From ENI Math to eBPF: Migrating EKS Off the AWS VPC CNI

VPC CNI gives every pod a real VPC IP. Sounds elegant on paper. Run a kubectl describe pod once and see FailedScheduling: too many pods and you’ll start questioning the design.

Every pod IP is a secondary address on a node’s ENI, and the per-instance-type limits are baked in. A t3.medium caps at 17 pods. A t3.large at 35. An m5.4xlarge, despite having 64 GB of RAM, gets you 234. The formula is fixed:

Max pods per node = (Max ENIs × (IPv4 per ENI − 1)) + 2

You can’t tune this. Prefix delegation helps a bit (allocates /28 blocks per ENI instead of individual IPs) but you trade IP density for IP waste, and you’re still capped by ENI count.

There’s a second wall behind the first one. Even if you could pack more pods per node, would your VPC tolerate it? A default EKS VPC has thousands of addresses on paper, but they’re shared with everything else, and every pod burns one. You hit a ceiling on cluster-wide pod count well before you hit your CPU budget.

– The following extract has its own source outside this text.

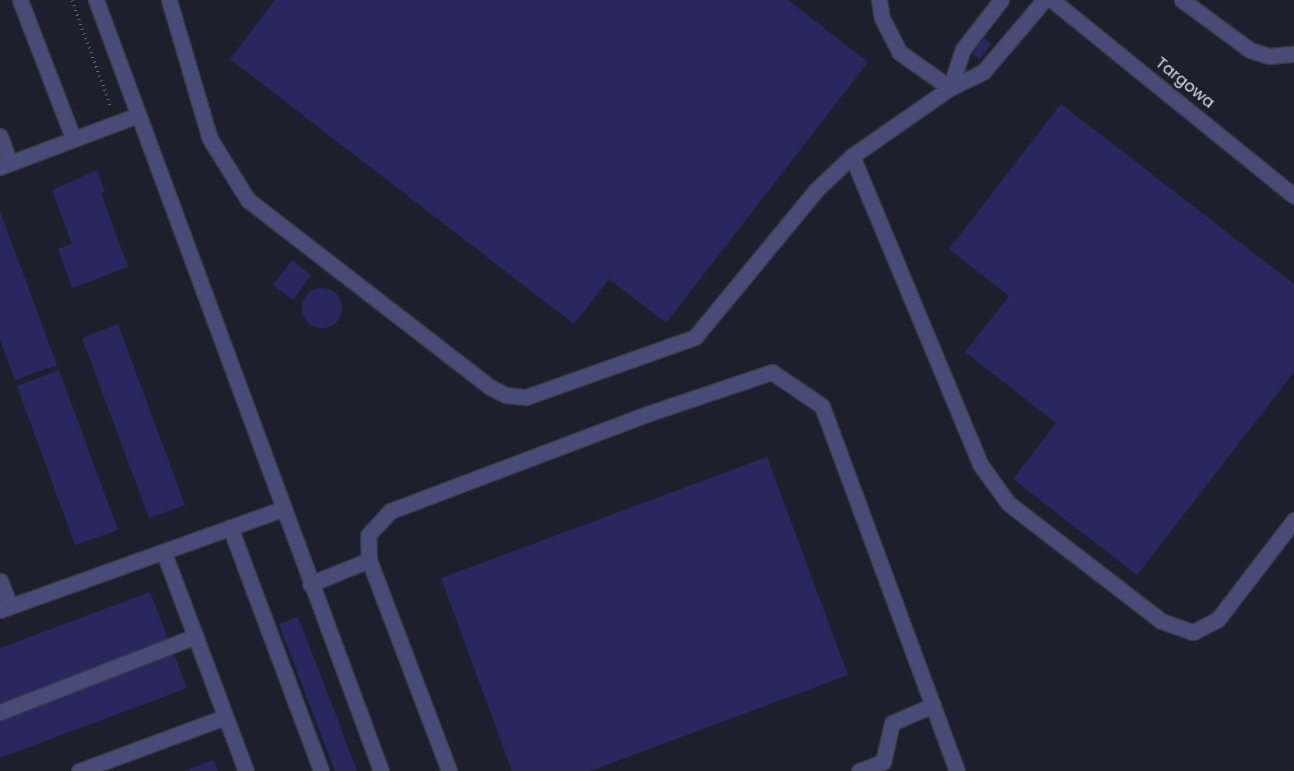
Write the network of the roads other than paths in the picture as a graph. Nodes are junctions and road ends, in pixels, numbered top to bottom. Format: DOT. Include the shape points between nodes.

At that point your options narrow:

1. Bigger instances. Burns IPs faster. Doesn’t fix anything.
2. Prefix delegation. Buys time. Increases waste.
3. Custom networking with a secondary CIDR (CGNAT 100.64.0.0/16 etc.). Works, but now you’re managing two IP spaces and the secondary CIDR has its own routing quirks.
4. Overlay CNI. Move pods off the VPC IP space entirely. Pod count bounded only by node CPU/memory.

I went with option 4. This post is the walkthrough.

The upside is straightforward. Pod density isn’t capped by ENI math anymore, just RAM and CPU. Pod CIDR is whatever I want (I picked 10.244.0.0/16). VPC IP budget stays untouched. And on Cilium specifically, you also get the eBPF data plane and Hubble for flow visibility, which alone is worth the migration even if you weren’t IP-constrained.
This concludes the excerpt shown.